**EXERCISE DESCRIPTION**:
In the entries below, how many lines contain the string "wrist"? Respond with the number only.

**THE DATA**:
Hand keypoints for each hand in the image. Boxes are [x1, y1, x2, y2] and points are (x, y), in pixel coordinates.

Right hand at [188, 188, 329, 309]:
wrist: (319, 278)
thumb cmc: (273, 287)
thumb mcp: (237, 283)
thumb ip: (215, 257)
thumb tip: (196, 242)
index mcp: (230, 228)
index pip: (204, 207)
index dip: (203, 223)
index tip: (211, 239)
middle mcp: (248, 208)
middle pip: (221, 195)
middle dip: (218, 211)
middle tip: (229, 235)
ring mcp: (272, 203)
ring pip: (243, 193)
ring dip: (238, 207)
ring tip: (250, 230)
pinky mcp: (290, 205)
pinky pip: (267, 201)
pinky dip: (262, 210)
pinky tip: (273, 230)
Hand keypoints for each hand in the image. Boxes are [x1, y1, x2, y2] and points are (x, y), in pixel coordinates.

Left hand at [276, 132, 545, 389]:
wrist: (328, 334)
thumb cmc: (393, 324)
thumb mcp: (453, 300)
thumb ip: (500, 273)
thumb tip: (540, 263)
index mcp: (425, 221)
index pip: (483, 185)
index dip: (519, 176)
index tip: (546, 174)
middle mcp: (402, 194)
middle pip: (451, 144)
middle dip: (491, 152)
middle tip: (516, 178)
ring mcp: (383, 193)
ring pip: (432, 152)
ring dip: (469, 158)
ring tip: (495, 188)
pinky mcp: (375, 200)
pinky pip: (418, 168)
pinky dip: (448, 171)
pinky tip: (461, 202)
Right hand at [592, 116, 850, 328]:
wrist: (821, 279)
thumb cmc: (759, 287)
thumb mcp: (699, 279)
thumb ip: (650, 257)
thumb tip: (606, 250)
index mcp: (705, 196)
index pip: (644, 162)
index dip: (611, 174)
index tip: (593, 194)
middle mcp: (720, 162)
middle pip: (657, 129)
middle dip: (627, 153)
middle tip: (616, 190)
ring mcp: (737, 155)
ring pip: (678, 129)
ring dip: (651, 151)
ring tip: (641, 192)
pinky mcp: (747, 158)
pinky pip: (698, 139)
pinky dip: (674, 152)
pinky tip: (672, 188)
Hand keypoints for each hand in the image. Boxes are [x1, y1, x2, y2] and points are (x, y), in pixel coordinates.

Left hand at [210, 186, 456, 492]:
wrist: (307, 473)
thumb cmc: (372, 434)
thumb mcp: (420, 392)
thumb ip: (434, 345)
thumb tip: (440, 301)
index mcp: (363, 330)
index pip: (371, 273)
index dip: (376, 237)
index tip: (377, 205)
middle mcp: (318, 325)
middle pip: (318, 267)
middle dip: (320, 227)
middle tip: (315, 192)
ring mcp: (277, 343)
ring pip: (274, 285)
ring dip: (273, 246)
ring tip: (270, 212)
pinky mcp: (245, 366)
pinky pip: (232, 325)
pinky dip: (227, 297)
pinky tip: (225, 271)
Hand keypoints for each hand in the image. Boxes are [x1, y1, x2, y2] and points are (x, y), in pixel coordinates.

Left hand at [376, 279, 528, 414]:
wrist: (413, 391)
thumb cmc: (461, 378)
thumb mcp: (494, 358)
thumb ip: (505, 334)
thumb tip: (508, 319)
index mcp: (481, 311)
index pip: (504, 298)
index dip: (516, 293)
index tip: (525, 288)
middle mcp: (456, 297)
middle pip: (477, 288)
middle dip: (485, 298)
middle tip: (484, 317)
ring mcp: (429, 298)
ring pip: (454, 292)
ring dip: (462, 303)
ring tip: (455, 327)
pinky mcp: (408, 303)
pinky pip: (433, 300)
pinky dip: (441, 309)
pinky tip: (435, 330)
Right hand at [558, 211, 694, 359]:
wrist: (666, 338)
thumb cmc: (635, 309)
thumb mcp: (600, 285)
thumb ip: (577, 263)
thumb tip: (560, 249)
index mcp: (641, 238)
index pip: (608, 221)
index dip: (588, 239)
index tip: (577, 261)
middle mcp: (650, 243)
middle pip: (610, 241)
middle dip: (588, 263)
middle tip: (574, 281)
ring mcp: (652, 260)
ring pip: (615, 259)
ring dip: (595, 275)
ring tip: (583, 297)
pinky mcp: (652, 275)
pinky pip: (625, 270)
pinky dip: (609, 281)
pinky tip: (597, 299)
==
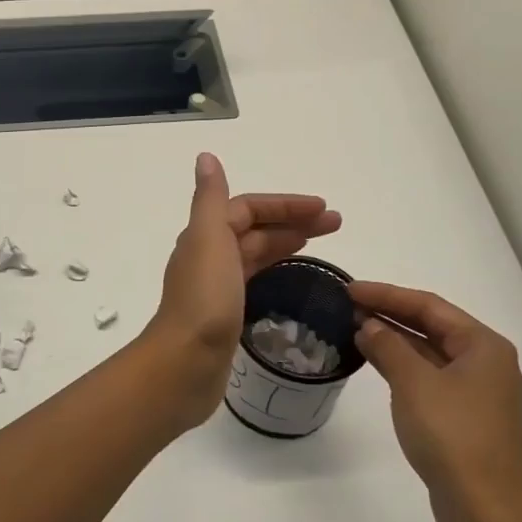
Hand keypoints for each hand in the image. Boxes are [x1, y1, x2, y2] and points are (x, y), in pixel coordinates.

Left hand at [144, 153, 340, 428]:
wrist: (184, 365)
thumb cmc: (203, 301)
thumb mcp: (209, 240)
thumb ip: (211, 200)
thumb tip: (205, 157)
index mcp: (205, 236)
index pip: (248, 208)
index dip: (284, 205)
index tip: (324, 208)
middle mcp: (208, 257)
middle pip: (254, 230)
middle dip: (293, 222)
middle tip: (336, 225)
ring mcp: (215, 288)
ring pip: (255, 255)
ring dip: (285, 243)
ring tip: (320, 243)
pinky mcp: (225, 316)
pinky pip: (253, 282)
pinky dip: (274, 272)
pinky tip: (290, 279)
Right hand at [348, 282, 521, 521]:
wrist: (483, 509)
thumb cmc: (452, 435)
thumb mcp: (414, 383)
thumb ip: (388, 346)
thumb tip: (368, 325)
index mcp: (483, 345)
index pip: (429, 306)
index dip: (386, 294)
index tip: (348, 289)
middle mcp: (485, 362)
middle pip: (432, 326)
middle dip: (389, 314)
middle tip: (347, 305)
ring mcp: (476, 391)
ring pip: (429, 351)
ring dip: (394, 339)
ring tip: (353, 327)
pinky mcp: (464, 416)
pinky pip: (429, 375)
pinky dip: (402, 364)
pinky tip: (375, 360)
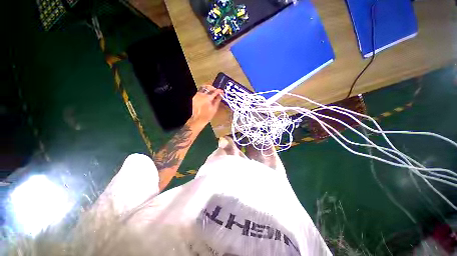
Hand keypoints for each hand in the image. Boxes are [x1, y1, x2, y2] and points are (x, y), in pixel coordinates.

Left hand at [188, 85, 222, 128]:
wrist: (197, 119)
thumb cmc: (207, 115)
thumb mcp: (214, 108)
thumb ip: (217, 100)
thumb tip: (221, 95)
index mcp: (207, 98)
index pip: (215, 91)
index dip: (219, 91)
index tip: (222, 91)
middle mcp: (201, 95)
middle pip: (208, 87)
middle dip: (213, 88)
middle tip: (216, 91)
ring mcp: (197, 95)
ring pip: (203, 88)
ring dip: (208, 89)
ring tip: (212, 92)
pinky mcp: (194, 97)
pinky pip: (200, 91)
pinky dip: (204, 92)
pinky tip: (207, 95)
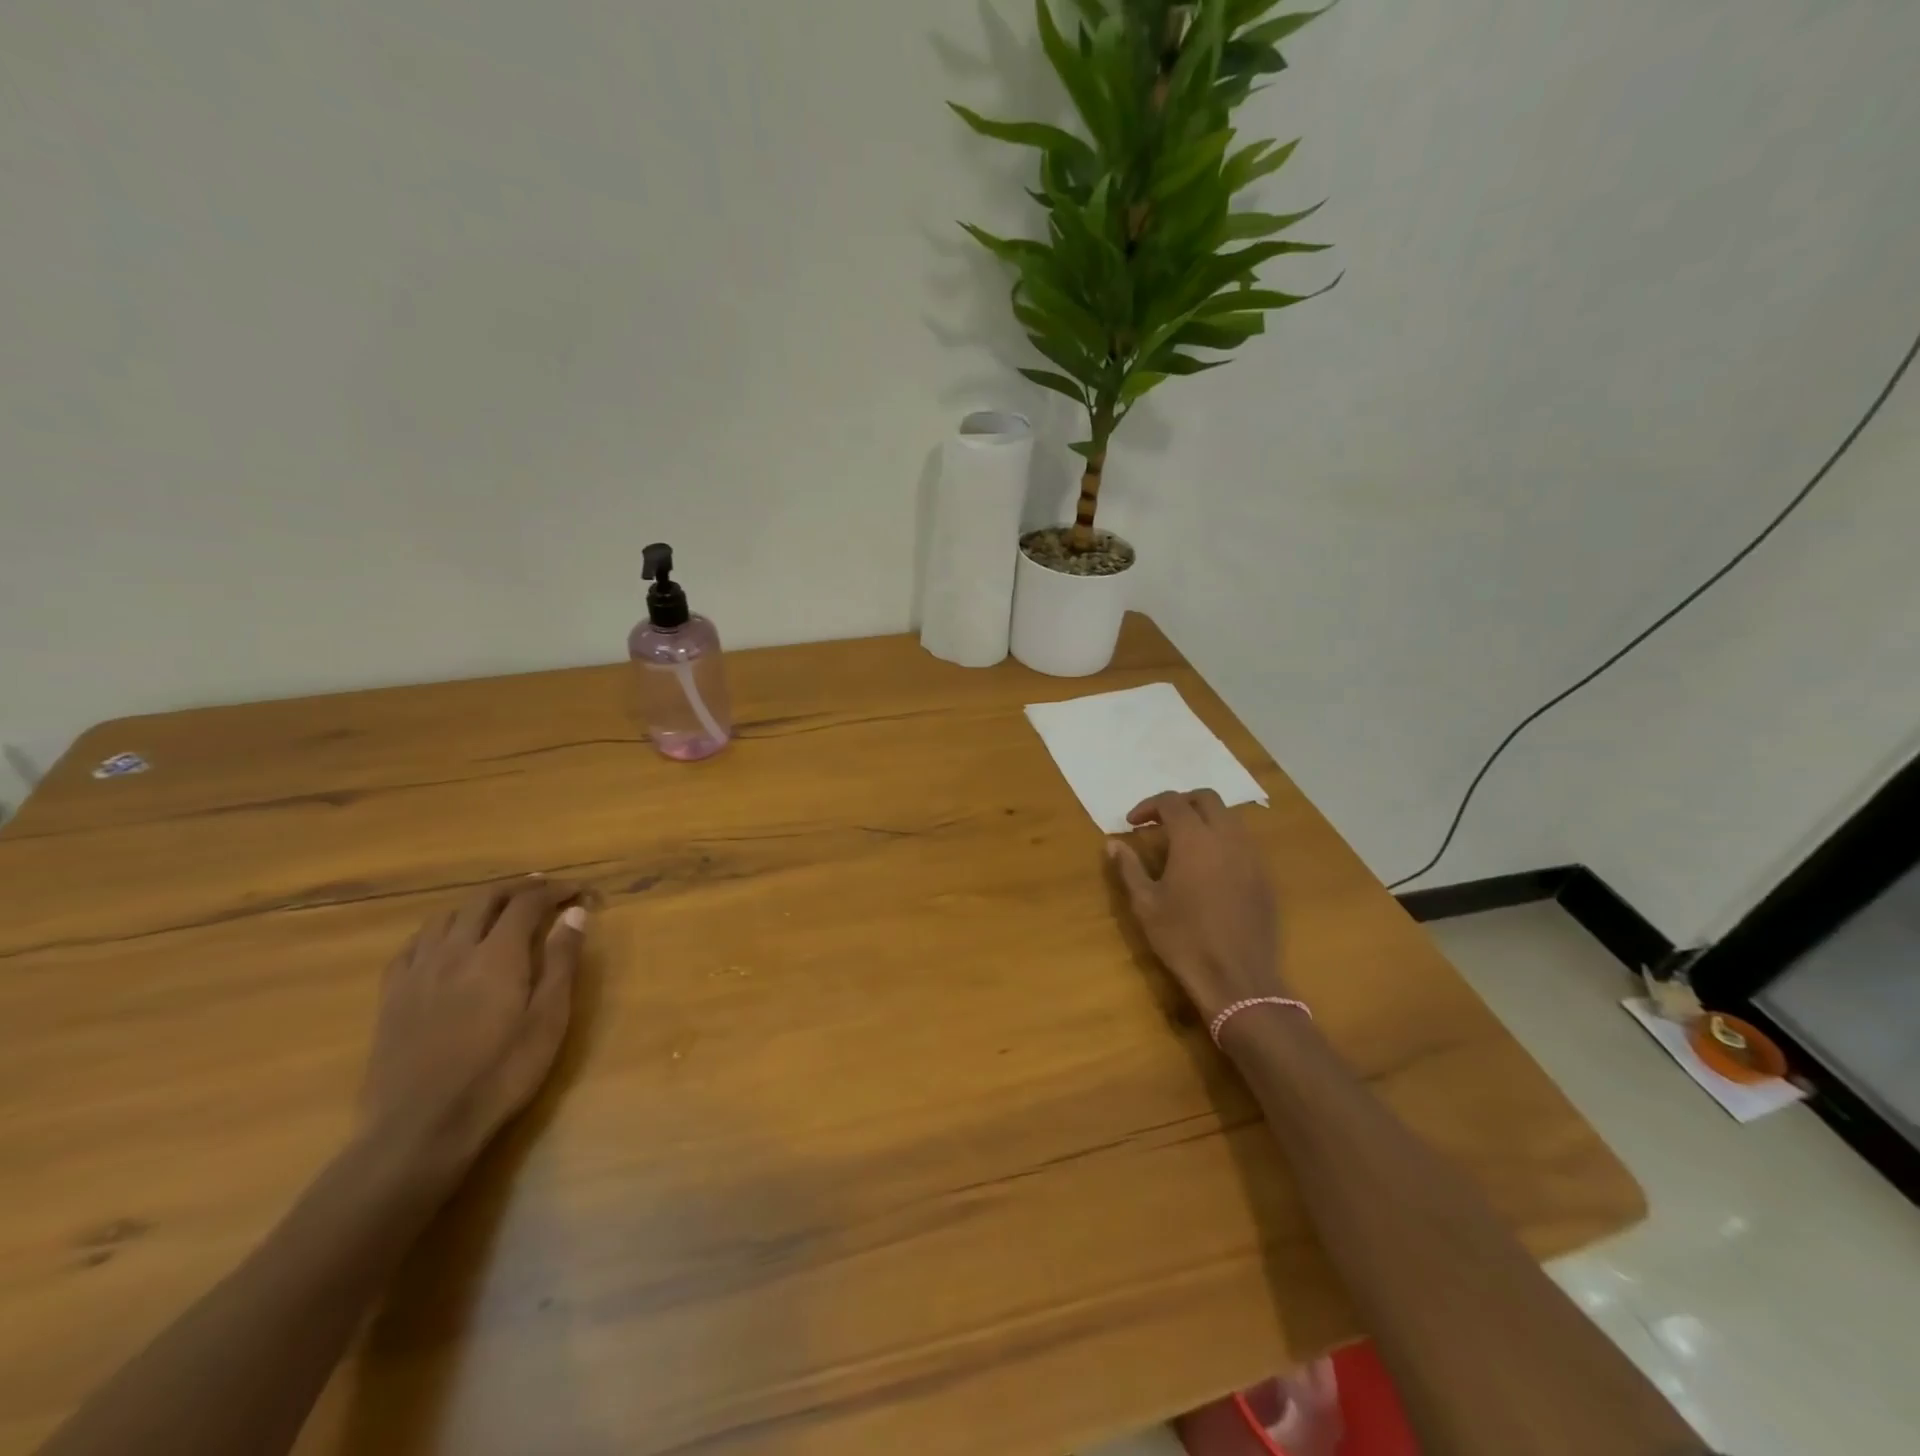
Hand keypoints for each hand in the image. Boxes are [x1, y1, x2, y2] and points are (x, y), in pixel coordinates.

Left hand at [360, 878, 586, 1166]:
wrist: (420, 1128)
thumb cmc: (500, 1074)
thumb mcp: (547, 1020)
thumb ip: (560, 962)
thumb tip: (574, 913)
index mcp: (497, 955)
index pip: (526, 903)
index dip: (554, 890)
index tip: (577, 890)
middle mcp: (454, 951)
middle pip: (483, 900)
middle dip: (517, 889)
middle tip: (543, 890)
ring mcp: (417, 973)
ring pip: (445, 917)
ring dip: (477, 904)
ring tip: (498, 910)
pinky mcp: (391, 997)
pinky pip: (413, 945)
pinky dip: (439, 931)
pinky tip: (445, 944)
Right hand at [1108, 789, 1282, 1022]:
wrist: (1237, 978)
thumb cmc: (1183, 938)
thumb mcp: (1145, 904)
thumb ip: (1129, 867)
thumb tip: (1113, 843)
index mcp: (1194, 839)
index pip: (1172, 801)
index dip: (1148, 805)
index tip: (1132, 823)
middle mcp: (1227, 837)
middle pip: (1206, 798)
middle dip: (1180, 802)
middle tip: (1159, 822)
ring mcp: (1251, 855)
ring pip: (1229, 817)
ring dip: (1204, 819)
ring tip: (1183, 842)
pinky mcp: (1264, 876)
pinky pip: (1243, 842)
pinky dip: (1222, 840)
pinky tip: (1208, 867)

**WRITTEN ANSWER**:
11